- _TASK GOAL_: Locate and copy each line in the data that contains the word "hand".

(Data items)
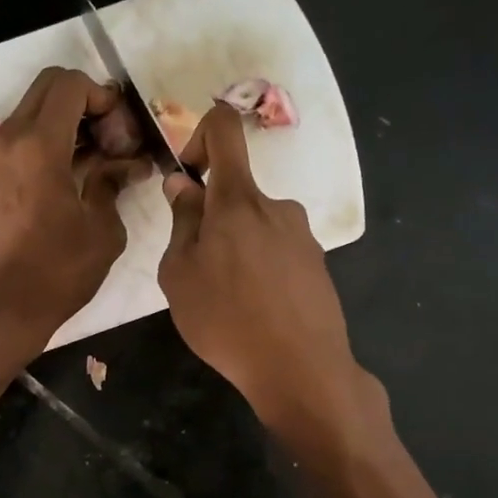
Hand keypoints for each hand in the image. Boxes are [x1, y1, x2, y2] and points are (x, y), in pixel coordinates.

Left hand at [0, 67, 135, 361]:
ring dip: (65, 125)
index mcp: (38, 145)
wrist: (1, 310)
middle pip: (47, 90)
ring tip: (95, 163)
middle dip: (85, 103)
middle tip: (111, 141)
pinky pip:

- _SOLUTION FOR THIS PROBLEM_:
Hand keypoints for each hand in the image. Boxes are [x1, y1, x2, y2] and points are (x, y), in pixel coordinates.
Left hand at [0, 67, 135, 361]:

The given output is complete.